What lines in the listing below hold the string "Fuller"? Please copy them out.

*PROVIDED ENTRIES*.
========================================
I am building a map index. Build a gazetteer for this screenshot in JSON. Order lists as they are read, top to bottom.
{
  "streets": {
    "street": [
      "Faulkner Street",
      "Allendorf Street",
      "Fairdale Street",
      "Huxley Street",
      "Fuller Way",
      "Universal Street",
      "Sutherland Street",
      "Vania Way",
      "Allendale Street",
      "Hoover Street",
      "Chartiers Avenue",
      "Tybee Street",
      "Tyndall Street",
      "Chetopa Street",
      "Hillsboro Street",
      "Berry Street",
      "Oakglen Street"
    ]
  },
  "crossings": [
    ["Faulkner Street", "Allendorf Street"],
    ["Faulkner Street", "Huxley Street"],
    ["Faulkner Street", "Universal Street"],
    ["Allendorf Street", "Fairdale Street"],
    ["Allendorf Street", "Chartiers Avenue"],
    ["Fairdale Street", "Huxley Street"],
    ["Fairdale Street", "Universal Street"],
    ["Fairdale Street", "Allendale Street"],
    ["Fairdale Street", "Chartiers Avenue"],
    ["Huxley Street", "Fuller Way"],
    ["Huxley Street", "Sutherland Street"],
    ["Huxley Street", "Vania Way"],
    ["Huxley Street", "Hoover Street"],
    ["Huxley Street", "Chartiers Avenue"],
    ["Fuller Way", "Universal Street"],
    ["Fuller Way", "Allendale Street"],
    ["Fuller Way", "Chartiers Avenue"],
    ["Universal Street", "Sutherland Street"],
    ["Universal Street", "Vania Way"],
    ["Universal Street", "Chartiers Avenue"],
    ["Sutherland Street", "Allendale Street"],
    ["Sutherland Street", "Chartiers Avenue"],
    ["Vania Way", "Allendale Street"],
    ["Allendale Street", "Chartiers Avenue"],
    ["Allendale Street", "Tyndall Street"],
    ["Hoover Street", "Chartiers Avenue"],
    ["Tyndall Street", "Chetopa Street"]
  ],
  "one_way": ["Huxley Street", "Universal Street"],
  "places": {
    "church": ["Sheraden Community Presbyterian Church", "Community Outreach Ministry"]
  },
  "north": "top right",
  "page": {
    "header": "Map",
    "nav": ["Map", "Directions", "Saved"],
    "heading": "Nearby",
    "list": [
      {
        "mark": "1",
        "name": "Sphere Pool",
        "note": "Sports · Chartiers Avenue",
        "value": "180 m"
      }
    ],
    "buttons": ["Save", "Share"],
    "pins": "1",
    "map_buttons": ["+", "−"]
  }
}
========================================
*EXERCISE OUTPUT*.
      "Fuller Way",
    ["Huxley Street", "Fuller Way"],
    ["Fuller Way", "Universal Street"],
    ["Fuller Way", "Allendale Street"],
    ["Fuller Way", "Chartiers Avenue"],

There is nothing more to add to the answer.